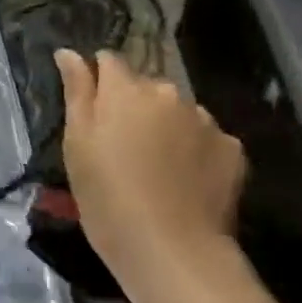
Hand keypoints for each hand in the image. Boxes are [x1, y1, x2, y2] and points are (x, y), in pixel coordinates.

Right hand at [54, 49, 245, 302]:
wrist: (171, 250)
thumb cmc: (107, 198)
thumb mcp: (77, 145)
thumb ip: (77, 92)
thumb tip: (69, 52)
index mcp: (126, 90)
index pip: (109, 61)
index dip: (99, 81)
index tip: (93, 111)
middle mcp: (169, 93)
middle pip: (146, 87)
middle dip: (134, 106)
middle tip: (122, 148)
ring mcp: (205, 120)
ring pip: (178, 112)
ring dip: (166, 127)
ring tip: (156, 169)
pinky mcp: (232, 149)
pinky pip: (206, 138)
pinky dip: (194, 151)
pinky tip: (185, 182)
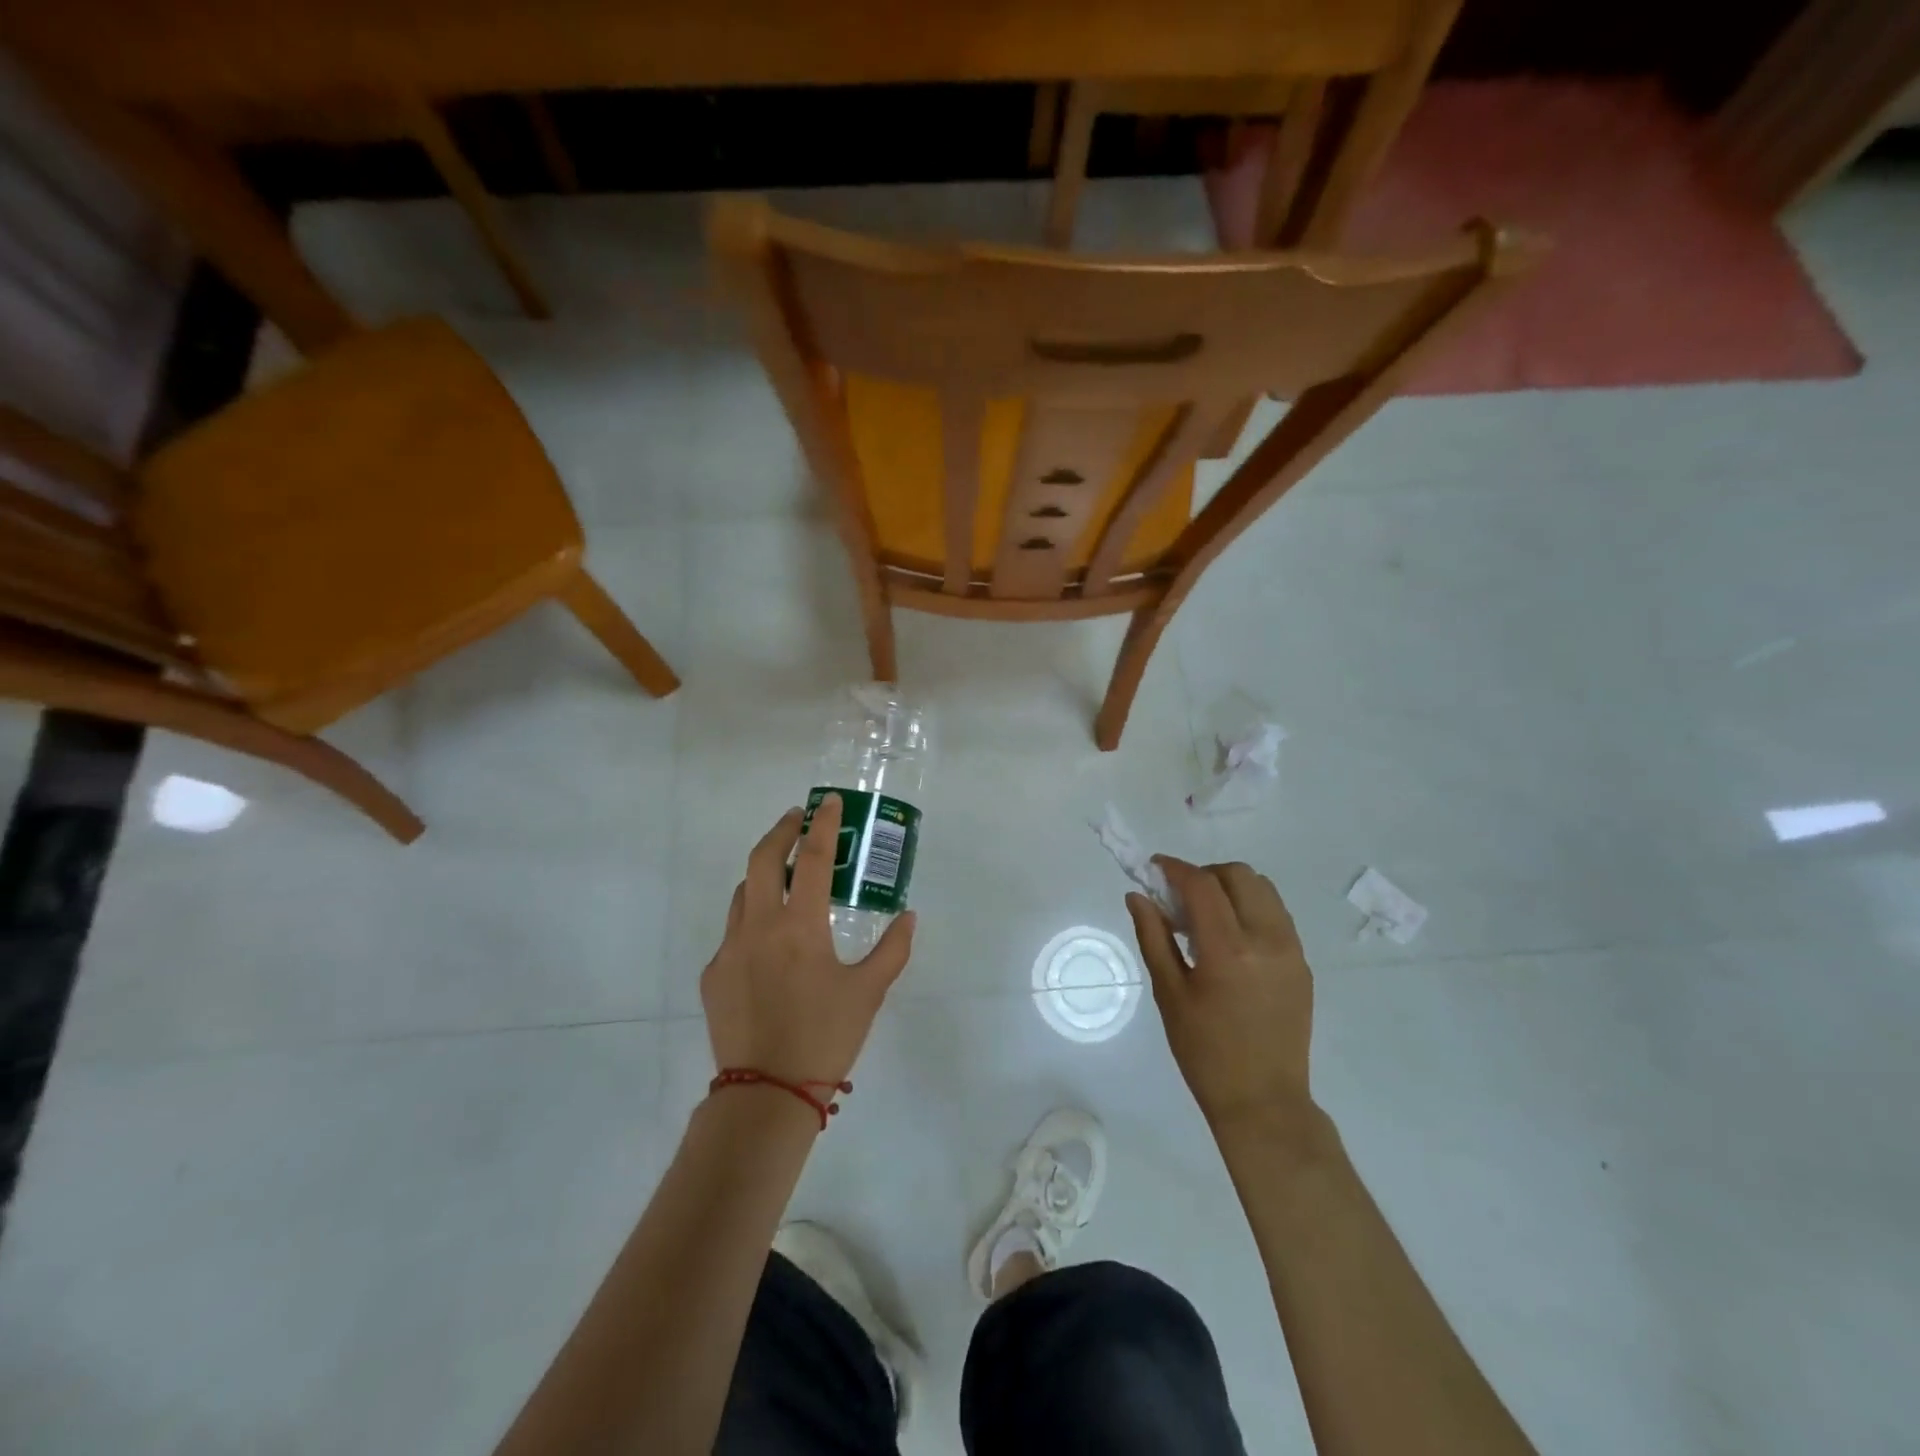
• • • • • • •
_EXERCISE OBJECTIVE_
Return all of the entries exactly as written, but drop any pictures they hold.

_EXERCISE OUTPUT_
Hand keypoints for each hand in the image. Boxes are [x1, y1, x2, y2] and points are (x, y), in pixel coordinates.

Right hand at [54, 49, 245, 302]:
wrist: (171, 250)
thumb cmc: (107, 198)
thumb mcp: (77, 145)
thumb ip: (77, 92)
thumb tip: (69, 52)
index mcp: (126, 90)
index pip: (109, 61)
index dip: (99, 81)
index tip: (93, 111)
middle mcp: (169, 93)
middle pip: (146, 87)
middle dip: (134, 106)
middle tip: (122, 148)
ring mcp: (205, 120)
ring pip: (178, 112)
ring dip: (166, 127)
ring tip: (156, 169)
pinky mcp: (232, 149)
pinky pip: (206, 138)
pinky dip: (194, 151)
pinky tip: (185, 182)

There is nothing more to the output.